◆ **Assignment**
Would you show every line from the records that holds "roads"?

◆ **Dataset entries**
----------------------------------------

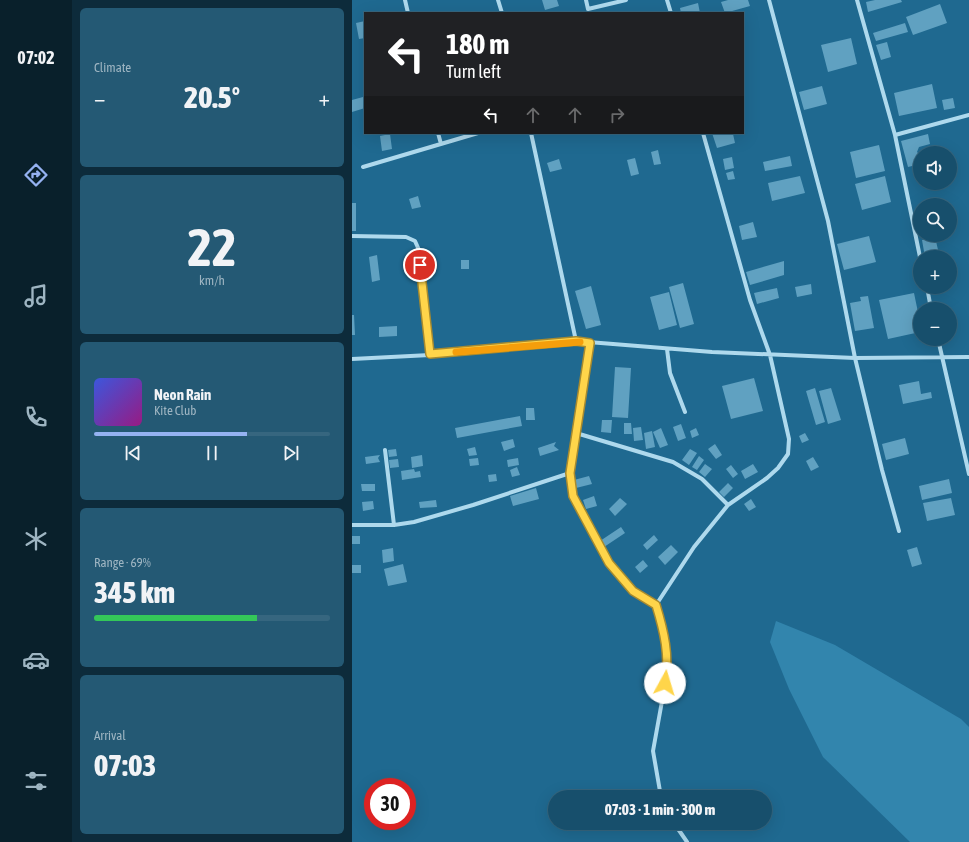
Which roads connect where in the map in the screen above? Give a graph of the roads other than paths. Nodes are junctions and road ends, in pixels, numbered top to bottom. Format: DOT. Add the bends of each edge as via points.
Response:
graph roads {
  1 [pos="405,0"];
  2 [pos="498,0"];
  3 [pos="586,0"];
  4 [pos="626,0"];
  5 [pos="667,0"];
  6 [pos="769,0"];
  7 [pos="857,0"];
  8 [pos="408,12"];
  9 [pos="502,12"];
  10 [pos="671,12"];
  11 [pos="969,116"];
  12 [pos="438,134"];
  13 [pos="475,134"];
  14 [pos="531,134"];
  15 [pos="703,134"];
  16 [pos="895,135"];
  17 [pos="441,144"];
  18 [pos="363,168"];
  19 [pos="352,236"];
  20 [pos="919,250"];
  21 [pos="576,341"];
  22 [pos="590,343"];
  23 [pos="940,346"];
  24 [pos="667,349"];
  25 [pos="430,354"];
  26 [pos="770,355"];
  27 [pos="943,356"];
  28 [pos="969,357"];
  29 [pos="855,358"];
  30 [pos="352,359"];
  31 [pos="685,412"];
  32 [pos="576,433"];
  33 [pos="384,450"];
  34 [pos="570,473"];
  35 [pos="969,474"];
  36 [pos="728,505"];
  37 [pos="352,525"];
  38 [pos="394,525"];
  39 [pos="899,530"];
  40 [pos="656,605"];
  41 [pos="660,790"];
  42 [pos="678,830"];
  43 [pos="686,842"];
  1 -- 8 [label="street"];
  2 -- 9 [label="street"];
  3 -- 4 [label="street" via="588,9"];
  5 -- 10 [label="street"];
  6 -- 29 [label="street" via="828,221"];
  7 -- 16 [label="street"];
  11 -- 16 [label="street"];
  12 -- 17 [label="street"];
  13 -- 17 [label="street"];
  14 -- 21 [label="street"];
  15 -- 26 [label="street" via="750,300"];
  16 -- 20 [label="street"];
  17 -- 18 [label="street"];
  19 -- 25 [label="street" via="406,236 415,241 419,250"];
  21 -- 22 [label="street"];
  21 -- 25 [label="street"];
  22 -- 24 [label="street"];
  22 -- 32 [label="street"];
  23 -- 27 [label="street"];
  24 -- 26 [label="street"];
  24 -- 31 [label="street" via="670,373"];
  25 -- 30 [label="street"];
  26 -- 29 [label="street"];
  26 -- 36 [label="street" via="789,438 788,454 767,478"];
  27 -- 28 [label="street"];
  27 -- 29 [label="street"];
  27 -- 35 [label="street"];
  29 -- 39 [label="street"];
  32 -- 34 [label="street"];
  32 -- 36 [label="street" via="673,462 702,479"];
  33 -- 38 [label="street"];
  34 -- 38 [label="street" via="473,505 414,522"];
  34 -- 40 [label="street" via="573,496 609,563 633,591"];
  36 -- 40 [label="street" via="694,547"];
  37 -- 38 [label="street"];
  40 -- 41 [label="street" via="665,634 668,668 653,751"];
  42 -- 43 [label="street"];
}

----------------------------------------

◆ **Written reply**
Which roads connect where in the map in the screen above? Give a graph of the roads other than paths. Nodes are junctions and road ends, in pixels, numbered top to bottom. Format: DOT. Add the bends of each edge as via points.
graph roads {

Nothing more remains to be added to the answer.